La 75esima edizione della kermesse andrà in onda dall’11 al 15 febbraio con Carlo Conti.

In gara ritroveremo i dominatori delle ultime edizioni e delle classifiche Spotify, rapper & trapper che però cantano quasi tutti ballate pop. La stragrande maggioranza delle canzoni parla, anche quest’anno, di struggimenti amorosi, abbandoni, anche se non manca qualche eccezione che in un modo o nell’altro affronta temi diversi o politici. Quello che è emerso da questo primo ascolto in anteprima del 75esimo Festival della canzone di Carlo Conti è che dopo il quinquennio di Amadeus non è cambiato niente. La scelta delle canzoni è in perfetta linea con quella del direttore artistico precedente. Ma procediamo con la valutazione canzone per canzone.

Francesco Gabbani, «Viva la vita» 5 + Vincitore tra le Nuove proposte al primo Sanremo di Carlo Conti, e vincitore tra i Big al secondo, Gabbani rappresenta la “firma” del direttore artistico sul suo Festival, ma questa volta sembra aver sbagliato la mira giocandosela con una ballata non memorabile. Al primo Sanremo guidato da Conti vinse tra le Nuove proposte, al secondo vinse tra i Big, poteva mai mancare al terso. Francesco Gabbani c’è ma stavolta se la gioca con una ballata non particolarmente originale che scivola via dolcemente ma senza mordente. E’ un Gabbani inedito, a tratti sembra una canzone di Cremonini. C’è tanto ottimismo però, sicuramente è un inno alla vita, ma non colpisce abbastanza.

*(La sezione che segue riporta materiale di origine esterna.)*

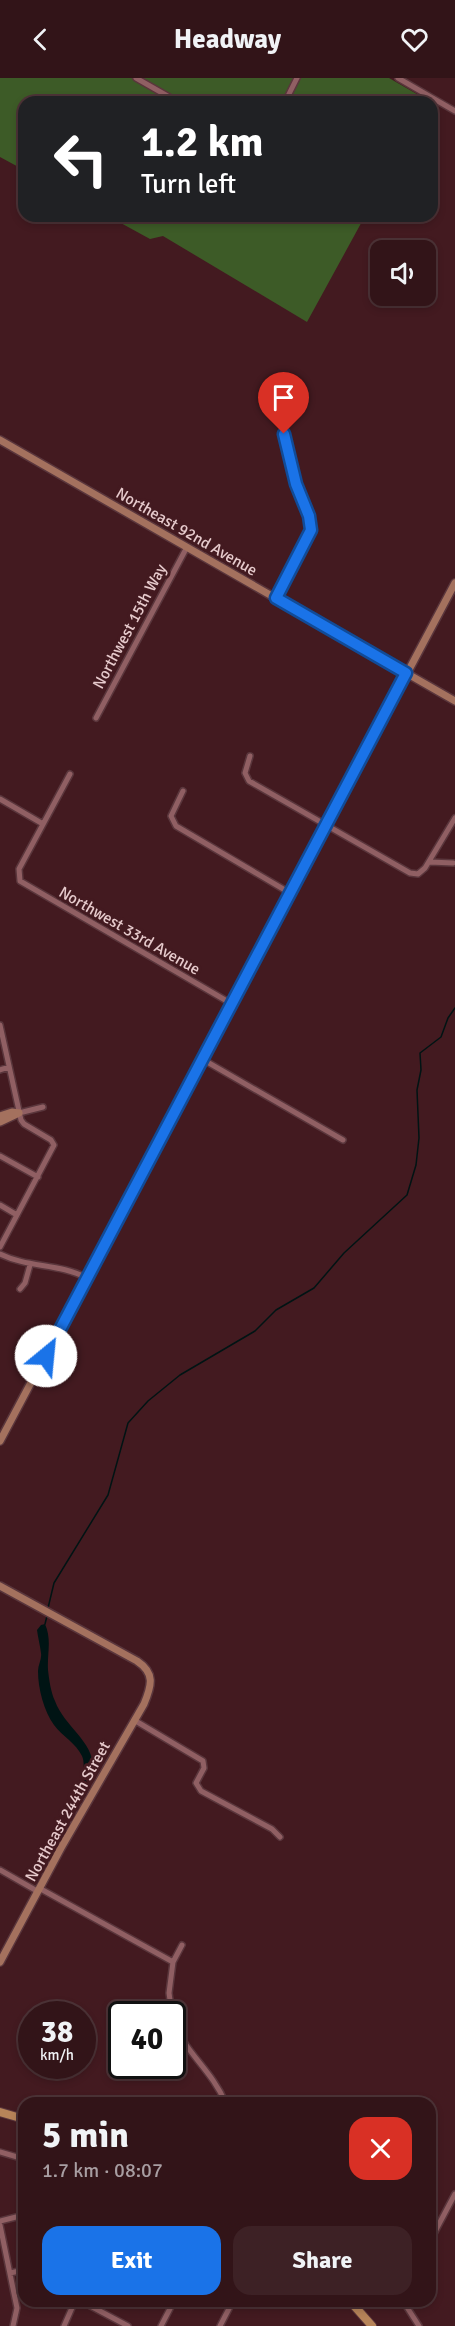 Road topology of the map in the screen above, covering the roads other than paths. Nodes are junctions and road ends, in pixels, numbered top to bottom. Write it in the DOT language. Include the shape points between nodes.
graph roads {
  1 [pos="136,78"];
  2 [pos="297,78"];
  3 [pos="398,78"];
  4 [pos="168,96"];
  5 [pos="288,96"];
  6 [pos="429,96"];
  7 [pos="438,101"];
  8 [pos="455,111"];
  9 [pos="281,420"];
  10 [pos="0,440"];
  11 [pos="187,547"];
  12 [pos="455,582"];
  13 [pos="276,598"];
  14 [pos="406,673"];
  15 [pos="455,701"];
  16 [pos="96,718"];
  17 [pos="250,756"];
  18 [pos="70,774"];
  19 [pos="183,791"];
  20 [pos="0,799"];
  21 [pos="454,820"];
  22 [pos="43,824"];
  23 [pos="326,824"];
  24 [pos="430,862"];
  25 [pos="453,863"];
  26 [pos="290,893"];
  27 [pos="232,1004"];
  28 [pos="0,1026"];
  29 [pos="202,1059"];
  30 [pos="9,1067"];
  31 [pos="0,1070"];
  32 [pos="43,1107"];
  33 [pos="20,1113"];
  34 [pos="0,1116"];
  35 [pos="0,1122"];
  36 [pos="344,1140"];
  37 [pos="0,1156"];
  38 [pos="38,1177"];
  39 [pos="0,1205"];
  40 [pos="17,1215"];
  41 [pos="0,1247"];
  42 [pos="0,1254"];
  43 [pos="30,1265"];
  44 [pos="87,1278"];
  45 [pos="20,1289"];
  46 [pos="0,1442"];
  47 [pos="0,1586"];
  48 [pos="134,1720"];
  49 [pos="280,1837"];
  50 [pos="0,1870"];
  51 [pos="38,1889"];
  52 [pos="182,1945"];
  53 [pos="0,1962"];
  54 [pos="173,1962"];
  55 [pos="170,2001"];
  56 [pos="186,2045"];
  57 [pos="223,2097"];
  58 [pos="0,2112"];
  59 [pos="18,2118"];
  60 [pos="0,2152"];
  61 [pos="18,2157"];
  62 [pos="455,2194"];
  63 [pos="18,2217"];
  64 [pos="0,2223"];
  65 [pos="436,2230"];
  66 [pos="18,2271"];
  67 [pos="10,2273"];
  68 [pos="72,2307"];
  69 [pos="92,2307"];
  70 [pos="171,2307"];
  71 [pos="230,2307"];
  72 [pos="355,2307"];
  73 [pos="408,2307"];
  74 [pos="14,2326"];
  75 [pos="64,2326"];
  76 [pos="128,2326"];
  77 [pos="161,2326"];
  78 [pos="220,2326"];
  79 [pos="372,2326"];
  80 [pos="419,2326"];
  1 -- 4 [label="street"];
  2 -- 5 [label="street"];
  3 -- 6 [label="street"];
  7 -- 8 [label="street"];
  9 -- 13 [label="street" via="292,472 311,530"];
  10 -- 11 [label="street, Northeast 92nd Avenue"];
  11 -- 13 [label="street, Northeast 92nd Avenue"];
  11 -- 16 [label="street, Northwest 15th Way"];
  12 -- 14 [label="street"];
  13 -- 14 [label="street, Northeast 92nd Avenue"];
  14 -- 15 [label="street, Northeast 92nd Avenue"];
  14 -- 23 [label="street"];
  17 -- 23 [label="street" via="245,773 249,781"];
  18 -- 22 [label="street"];
  19 -- 26 [label="street" via="171,816 176,826"];
  20 -- 22 [label="street"];
  21 -- 24 [label="street"];
  22 -- 27 [label="street, Northwest 33rd Avenue" via="19,869 18,877 23,884"];
  23 -- 24 [label="street" via="410,873 419,873"];
  23 -- 26 [label="street"];
  24 -- 25 [label="street"];
  26 -- 27 [label="street"];
  27 -- 29 [label="street"];
  28 -- 30 [label="street"];
  29 -- 36 [label="street"];
  29 -- 44 [label="street"];
  30 -- 31 [label="street"];
  30 -- 33 [label="street"];
  32 -- 33 [label="street"];
  33 -- 34 [label="street"];
  33 -- 35 [label="street"];
  33 -- 38 [label="street" via="24,1124 54,1143"];
  37 -- 38 [label="street"];
  38 -- 40 [label="street"];
  39 -- 40 [label="street"];
  40 -- 41 [label="street"];
  42 -- 43 [label="street"];
  43 -- 44 [label="street" via="65,1269"];
  43 -- 45 [label="street"];
  44 -- 46 [label="street"];
  47 -- 48 [label="street, Northeast 244th Street" via="136,1661 149,1672 151,1687"];
  48 -- 49 [label="street" via="203,1761 204,1768 196,1783 201,1791"];
  48 -- 51 [label="street, Northeast 244th Street"];
  50 -- 51 [label="street"];
  51 -- 53 [label="street, Northeast 244th Street"];
  51 -- 54 [label="street"];
  52 -- 54 [label="street"];
  54 -- 55 [label="street"];
  56 -- 57 [label="street"];
  58 -- 59 [label="main road"];
  60 -- 61 [label="street"];
  62 -- 65 [label="street"];
  63 -- 64 [label="street"];
  64 -- 67 [label="street"];
  66 -- 67 [label="street"];
  67 -- 74 [label="street" via="17,2308"];
  68 -- 75 [label="street"];
  69 -- 76 [label="street"];
  70 -- 77 [label="street"];
  71 -- 78 [label="street"];
  72 -- 79 [label="main road"];
  73 -- 80 [label="street"];
} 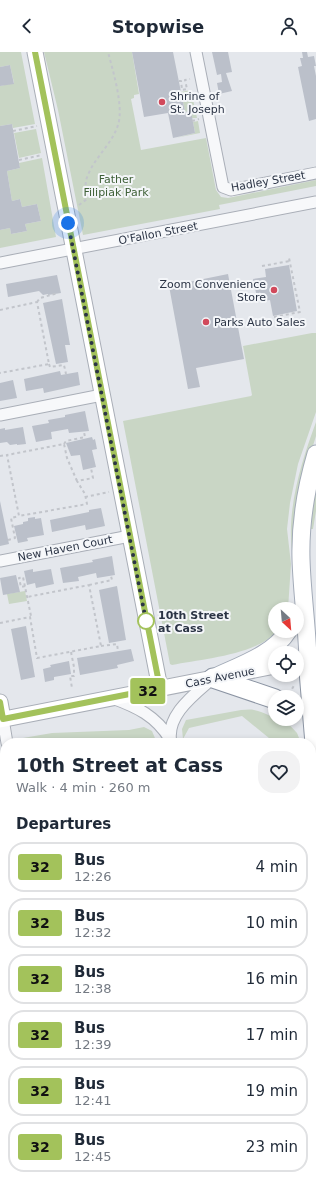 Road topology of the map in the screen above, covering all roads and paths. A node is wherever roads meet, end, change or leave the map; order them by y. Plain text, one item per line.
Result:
1 (35, 52) edge
2 (108, 52) edge
3 (196, 52) edge
4 (192, 79) dead end
5 (179, 81) dead end
6 (197, 120) dead end
7 (192, 121) dead end
8 (37, 126) dead end
9 (13, 131) dead end
10 (42, 155) dead end
11 (19, 160) dead end
12 (316, 173) edge
13 (316, 202) edge
14 (79, 205) dead end
15 (74, 249) junction
16 (0, 263) edge
17 (262, 266) dead end
18 (58, 294) dead end
19 (37, 302) junction
20 (0, 310) edge
21 (274, 317) dead end
22 (49, 364) junction
23 (0, 374) edge
24 (66, 374) dead end
25 (102, 395) junction
26 (0, 415) edge
27 (84, 432) dead end
28 (64, 444) junction
29 (316, 454) edge
30 (7, 455) junction
31 (0, 456) edge
32 (91, 468) dead end
33 (77, 481) junction
34 (109, 492) dead end
35 (85, 497) junction
36 (19, 516) junction
37 (130, 536) junction
38 (8, 540) dead end
39 (0, 561) edge
40 (111, 576) dead end
41 (302, 578) junction
42 (88, 585) junction
43 (25, 586) junction
44 (27, 597) junction
45 (298, 602) edge
46 (30, 617) junction
47 (0, 623) edge
48 (283, 638) edge
49 (101, 646) junction
50 (118, 651) dead end
51 (71, 652) junction
52 (307, 659) edge
53 (268, 667) edge
54 (214, 678) junction
55 (301, 683) dead end
56 (72, 688) dead end
57 (160, 688) junction
58 (288, 690) edge
59 (268, 692) edge
60 (111, 698) junction
61 (0, 702) edge
62 (2, 719) edge
63 (304, 723) edge
64 (6, 738) edge
65 (168, 738) edge
66 (171, 738) edge
67 (311, 738) edge
68 (314, 738) edge

1 - 15 street
2 - 14 path
3 - 12 street, Hadley Street
4 - 5 path
6 - 7 path
8 - 9 path
10 - 11 path
13 - 15 street, O'Fallon Street
15 - 16 street, O'Fallon Street
15 - 25 street
17 - 21 path
18 - 19 path
19 - 20 path
19 - 22 path
22 - 23 path
22 - 24 path
25 - 26 street
25 - 37 street
27 - 28 path
28 - 30 path
28 - 33 path
29 - 41 main road
30 - 31 path
30 - 36 path
32 - 33 path
33 - 35 path
34 - 35 path
35 - 36 path
36 - 38 path
37 - 39 street, New Haven Court
37 - 57 street
40 - 42 path
41 - 45 main road
41 - 52 main road
42 - 44 path
42 - 49 path
43 - 43 path
43 - 44 path
44 - 46 path
46 - 47 path
46 - 51 path
48 - 54 main road
49 - 50 path
49 - 51 path
51 - 56 path
52 - 68 highway
53 - 54 street, Cass Avenue
54 - 57 street, Cass Avenue
54 - 59 highway
54 - 66 street
55 - 58 path
57 - 60 street, Cass Avenue
60 - 62 street, Cass Avenue
60 - 65 street
61 - 62 street
62 - 64 street
63 - 67 highway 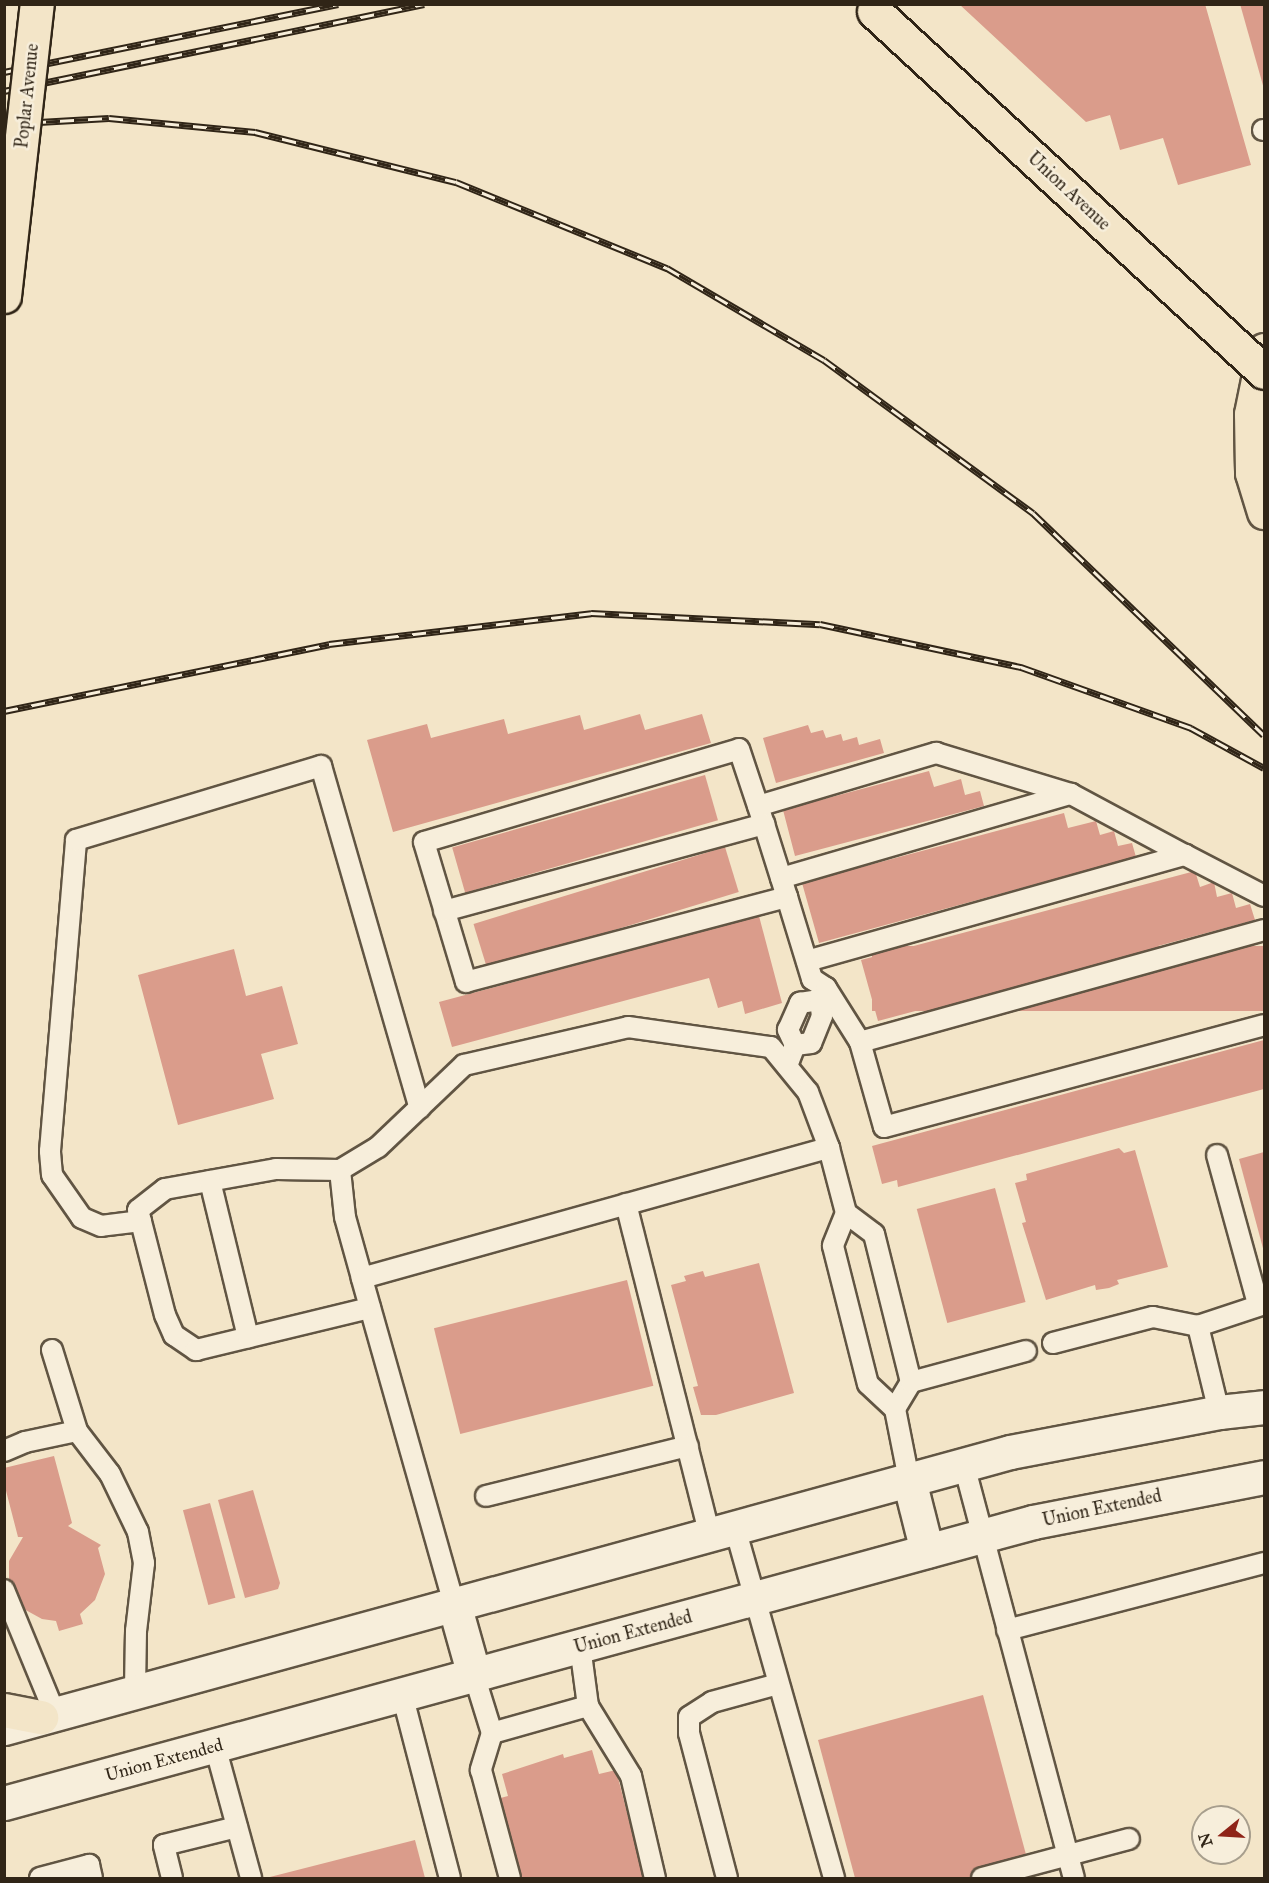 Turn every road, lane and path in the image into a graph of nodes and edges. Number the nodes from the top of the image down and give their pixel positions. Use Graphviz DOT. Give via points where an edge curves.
graph roads {
  1 [pos="37,4"];
  2 [pos="869,7"];
  3 [pos="4,296"];
  4 [pos="1264,350"];
  5 [pos="1264,372"];
  6 [pos="1264,512"];
  7 [pos="1071,794"];
  8 [pos="761,815"];
  9 [pos="1185,855"];
  10 [pos="784,887"];
  11 [pos="1264,896"];
  12 [pos="444,911"];
  13 [pos="1264,930"];
  14 [pos="807,961"];
  15 [pos="823,994"];
  16 [pos="1264,1025"];
  17 [pos="860,1041"];
  18 [pos="787,1066"];
  19 [pos="420,1108"];
  20 [pos="829,1149"];
  21 [pos="1217,1155"];
  22 [pos="340,1170"];
  23 [pos="210,1181"];
  24 [pos="626,1204"];
  25 [pos="846,1213"];
  26 [pos="141,1221"];
  27 [pos="362,1278"];
  28 [pos="1262,1304"];
  29 [pos="370,1308"];
  30 [pos="1198,1326"];
  31 [pos="248,1337"];
  32 [pos="1053,1343"];
  33 [pos="52,1350"];
  34 [pos="1026,1352"];
  35 [pos="911,1382"];
  36 [pos="1264,1407"];
  37 [pos="895,1409"];
  38 [pos="1219,1412"];
  39 [pos="77,1431"];
  40 [pos="687,1446"];
  41 [pos="4,1451"];
  42 [pos="964,1465"];
  43 [pos="1264,1477"];
  44 [pos="909,1480"];
  45 [pos="486,1496"];
  46 [pos="722,1531"];
  47 [pos="982,1536"];
  48 [pos="927,1551"];
  49 [pos="1264,1563"];
  50 [pos="4,1590"];
  51 [pos="754,1598"];
  52 [pos="454,1604"];
  53 [pos="1007,1630"];
  54 [pos="580,1646"];
  55 [pos="474,1675"];
  56 [pos="778,1684"];
  57 [pos="135,1691"];
  58 [pos="402,1694"];
  59 [pos="588,1706"];
  60 [pos="4,1710"];
  61 [pos="48,1716"];
  62 [pos="4,1728"];
  63 [pos="492,1733"];
  64 [pos="215,1746"];
  65 [pos="4,1803"];
  66 [pos="237,1827"];
  67 [pos="1128,1839"];
  68 [pos="1068,1856"];
  69 [pos="40,1878"];
  70 [pos="93,1878"];
  71 [pos="172,1878"];
  72 [pos="251,1878"];
  73 [pos="450,1878"];
  74 [pos="510,1878"];
  75 [pos="655,1878"];
  76 [pos="727,1878"];
  77 [pos="834,1878"];
  78 [pos="982,1878"];
  79 [pos="1074,1878"];
  1 -- 3 [label="main road, Poplar Avenue, bridge"];
  2 -- 5 [label="main road, Union Avenue, bridge"];
  4 -- 6 [label="main road" via="1251,414 1252,473"];
  7 -- 8 [label="lane" via="936,753"];
  7 -- 9 [label="lane"];
  7 -- 10 [label="lane"];
  8 -- 10 [label="lane"];
  8 -- 12 [label="lane"];
  8 -- 12 [label="lane" via="739,748 424,842"];
  9 -- 11 [label="lane"];
  9 -- 14 [label="lane"];
  10 -- 12 [label="lane" via="466,982"];
  10 -- 14 [label="lane"];
  13 -- 17 [label="lane"];
  14 -- 15 [label="lane" via="812,979"];
  15 -- 17 [label="lane"];
  15 -- 18 [label="lane" via="822,1016 811,1043 795,1045"];
  16 -- 17 [label="lane" via="884,1127"];
  18 -- 19 [label="lane" via="771,1047 628,1027 464,1065"];
  18 -- 20 [label="lane" via="808,1092"];
  19 -- 22 [label="lane" via="378,1147"];
  19 -- 26 [label="lane" via="321,766 76,840 50,1151 52,1175 82,1218 101,1226"];
  20 -- 24 [label="lane"];
  20 -- 25 [label="lane"];
  21 -- 28 [label="lane"];
  22 -- 23 [label="lane" via="276,1169"];
  22 -- 27 [label="lane" via="345,1218"];
  23 -- 26 [label="lane" via="165,1189 138,1210"];
  23 -- 31 [label="lane"];
  24 -- 27 [label="lane"];
  24 -- 40 [label="lane"];
  25 -- 35 [label="lane" via="874,1234"];
  25 -- 37 [label="lane" via="833,1246 868,1384"];
  26 -- 31 [label="lane" via="174,1335 196,1350"];
  27 -- 29 [label="lane"];
  28 -- 30 [label="lane"];
  29 -- 31 [label="lane"];
  29 -- 52 [label="lane"];
  30 -- 32 [label="lane" via="1154,1317"];
  30 -- 38 [label="lane"];
  33 -- 39 [label="lane"];
  34 -- 35 [label="lane"];
  35 -- 37 [label="lane"];
  36 -- 38 [label="street"];
  37 -- 44 [label="lane"];
  38 -- 42 [label="street" via="1010,1452"];
  39 -- 41 [label="lane" via="25,1442"];
  39 -- 57 [label="lane" via="110,1474 138,1532 144,1563 136,1631"];
  40 -- 45 [label="lane"];
  40 -- 46 [label="lane"];
  42 -- 44 [label="street"];
  42 -- 47 [label="lane"];
  43 -- 47 [label="street, Union Extended" via="1033,1522"];
  44 -- 46 [label="street"];
  44 -- 48 [label="street"];
  46 -- 51 [label="lane"];
  46 -- 52 [label="street"];
  47 -- 48 [label="street, Union Extended"];
  47 -- 53 [label="lane"];
  48 -- 51 [label="street, Union Extended"];
  49 -- 53 [label="lane"];
  50 -- 61 [label="lane"];
  51 -- 54 [label="street, Union Extended"];
  51 -- 56 [label="lane"];
  52 -- 55 [label="street"];
  52 -- 57 [label="street"];
  53 -- 68 [label="lane"];
  54 -- 55 [label="street, Union Extended"];
  54 -- 59 [label="lane"];
  55 -- 58 [label="street, Union Extended"];
  55 -- 63 [label="lane"];
  56 -- 76 [label="lane" via="712,1702 689,1717 689,1733"];
  56 -- 77 [label="lane"];
  57 -- 61 [label="street"];
  58 -- 64 [label="street, Union Extended"];
  58 -- 73 [label="lane"];
  59 -- 63 [label="lane"];
  59 -- 75 [label="lane" via="631,1776"];
  60 -- 61 [label="main road"];
  61 -- 62 [label="street"];
  63 -- 74 [label="lane" via="481,1770"];
  64 -- 65 [label="street, Union Extended"];
  64 -- 66 [label="lane"];
  66 -- 71 [label="lane" via="164,1845"];
  66 -- 72 [label="lane"];
  67 -- 68 [label="lane"];
  68 -- 78 [label="lane"];
  68 -- 79 [label="lane"];
  69 -- 70 [label="lane" via="89,1865"];
}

Clara, «Febbre» 4+ Classico brano dai ritmi ballabili studiato per raccogliere streams a go go. Nel suo genere è tutto corretto, tutto al posto giusto per piacere al pubblico standard per il quale è stato scritto. Non c’è nient’altro da aggiungere.

Willie Peyote, «Grazie ma no grazie» 6,5 Con Willie si balla, si scherza, si pensa. Basta un giro di chitarra bossa per tirar fuori un pezzo politico e scrutare come pochi, oggi, i segni dei tempi.

Noemi, «Se t’innamori muori» 5- Struggente ballad con arpeggi di piano e la voce di Noemi che domina una suggestiva atmosfera pop confezionata dalla squadra Mahmood/Blanco. Perfettamente sanremese. Anche troppo.

Lucio Corsi, «Volevo essere un duro» 6 + Grandi aspettative ruotano attorno al cantautore maremmano portato a Sanremo coraggiosamente da Conti, ma la sua canzone non ha convinto totalmente. Il brano è poetico, dolce e amaro, con momenti di gran classe specie nell’arrangiamento, ma la sensazione che lascia alla fine è di insoddisfazione. Si poteva e doveva osare di più.

Rkomi, «Il ritmo delle cose» 4 Sonorità ultra-attuali, ritmo in ogni dove, anche nel titolo; un progetto perfetto per acchiappare streams e salire più in alto possibile in classifica rispetto al suo ultimo Festival.

The Kolors, «Tu con chi fai l’amore» 6+ All’inizio sembrano i Supertramp, poi arrivano i The Kolors che per quel che riguarda i tormentoni pop non sbagliano quasi mai un colpo. Tirano fuori tutti i loro numeri e l’esperienza, oltre ai numeri e l’esperienza di Calcutta, e tutto andrà come previsto, con un successo commerciale incredibile.

Rocco Hunt, «Mille volte ancora» 5- Urban ritmato, buonista, impegnato, nostalgico. Anche quest’anno la quota Napoli è importante al Festival. Rocco è Rocco e sa come sferrare il “ suo colpo”.

Rose Villain, «Fuorilegge» 4 Ancora Urban, ma in questo caso è sensuale, tocca corde intime, magistralmente, con ritmo. Specialista del genere.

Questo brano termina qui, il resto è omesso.